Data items
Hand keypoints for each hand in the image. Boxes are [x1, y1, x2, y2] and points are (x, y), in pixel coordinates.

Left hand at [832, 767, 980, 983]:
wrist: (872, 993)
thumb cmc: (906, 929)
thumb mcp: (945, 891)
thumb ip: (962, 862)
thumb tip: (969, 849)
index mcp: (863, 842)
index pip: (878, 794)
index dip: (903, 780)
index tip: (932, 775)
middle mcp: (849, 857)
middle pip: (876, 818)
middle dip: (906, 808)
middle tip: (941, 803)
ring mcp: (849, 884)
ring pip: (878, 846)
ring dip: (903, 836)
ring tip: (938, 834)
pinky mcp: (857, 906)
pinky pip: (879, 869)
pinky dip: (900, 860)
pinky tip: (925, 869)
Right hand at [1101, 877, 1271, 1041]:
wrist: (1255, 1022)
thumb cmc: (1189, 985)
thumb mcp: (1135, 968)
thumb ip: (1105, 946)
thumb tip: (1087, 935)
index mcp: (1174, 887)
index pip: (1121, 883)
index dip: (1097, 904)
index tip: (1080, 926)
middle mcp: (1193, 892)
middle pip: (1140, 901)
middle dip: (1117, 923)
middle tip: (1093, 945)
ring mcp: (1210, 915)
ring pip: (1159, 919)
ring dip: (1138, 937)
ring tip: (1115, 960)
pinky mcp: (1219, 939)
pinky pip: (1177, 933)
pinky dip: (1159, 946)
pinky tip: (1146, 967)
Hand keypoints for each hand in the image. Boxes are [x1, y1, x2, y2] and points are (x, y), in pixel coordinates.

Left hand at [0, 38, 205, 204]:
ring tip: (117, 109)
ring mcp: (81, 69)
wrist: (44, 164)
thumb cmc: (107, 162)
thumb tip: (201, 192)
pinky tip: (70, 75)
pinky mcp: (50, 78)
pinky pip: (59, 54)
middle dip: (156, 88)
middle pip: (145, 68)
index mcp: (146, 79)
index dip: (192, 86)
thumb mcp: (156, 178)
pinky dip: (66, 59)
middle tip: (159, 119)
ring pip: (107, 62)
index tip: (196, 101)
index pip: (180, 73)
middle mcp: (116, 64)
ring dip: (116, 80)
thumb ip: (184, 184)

## YOUR ASSIGNMENT
Please output the records once more, exactly as they were written.

## RESULT BELOW
Hand keypoints for each hand in the image. Boxes are [x1, y1, x2, y2] and points are (x, y), in pixel coordinates.

Left hand at [832, 767, 980, 983]:
wrist: (872, 993)
thumb cmc: (906, 929)
thumb mcp: (945, 891)
thumb ip: (962, 862)
thumb tip: (969, 849)
index mcp: (863, 842)
index pip: (878, 794)
index dip: (903, 780)
index tip: (932, 775)
middle mcp: (849, 857)
middle pip: (876, 818)
middle dip: (906, 808)
middle tip: (941, 803)
ring mcp: (849, 884)
ring pip: (878, 846)
ring dip: (903, 836)
ring tip: (938, 834)
pinky mcp: (857, 906)
pinky pip: (879, 869)
pinky dip: (900, 860)
pinky tip: (925, 869)
Right hand at [1101, 877, 1271, 1041]:
wrist: (1255, 1022)
thumb cmc: (1189, 985)
thumb mcp: (1135, 968)
thumb ip: (1105, 946)
thumb tip: (1087, 935)
index mcp: (1174, 887)
index pip: (1121, 883)
index dip: (1097, 904)
index tip: (1080, 926)
middle mcp: (1193, 892)
middle pip: (1140, 901)
middle dip: (1117, 923)
middle tip: (1093, 945)
ring mcp: (1210, 915)
ring pip: (1159, 919)
ring dip: (1138, 937)
ring tip: (1115, 960)
pinky mcp: (1219, 939)
pinky pip: (1177, 933)
pinky dip: (1159, 946)
pinky tip: (1146, 967)
Hand keypoints for each hand in the image. Boxes are [x1, y1, x2, y2] and points are (x, y), in pixel coordinates.

Left hand at [0, 38, 205, 204]:
ring tip: (117, 109)
ring mcp: (81, 69)
wrist: (44, 164)
thumb cmc: (107, 162)
thumb tip: (201, 192)
pinky tip: (70, 75)
pinky mcp: (50, 78)
pinky pip: (59, 54)
middle dip: (156, 88)
middle pip: (145, 68)
index mcp: (146, 79)
index dip: (192, 86)
thumb mcp: (156, 178)
pinky dip: (66, 59)
middle tip: (159, 119)
ring pip: (107, 62)
index tip: (196, 101)
index pip: (180, 73)
middle mcp: (116, 64)
ring dip: (116, 80)
thumb ip: (184, 184)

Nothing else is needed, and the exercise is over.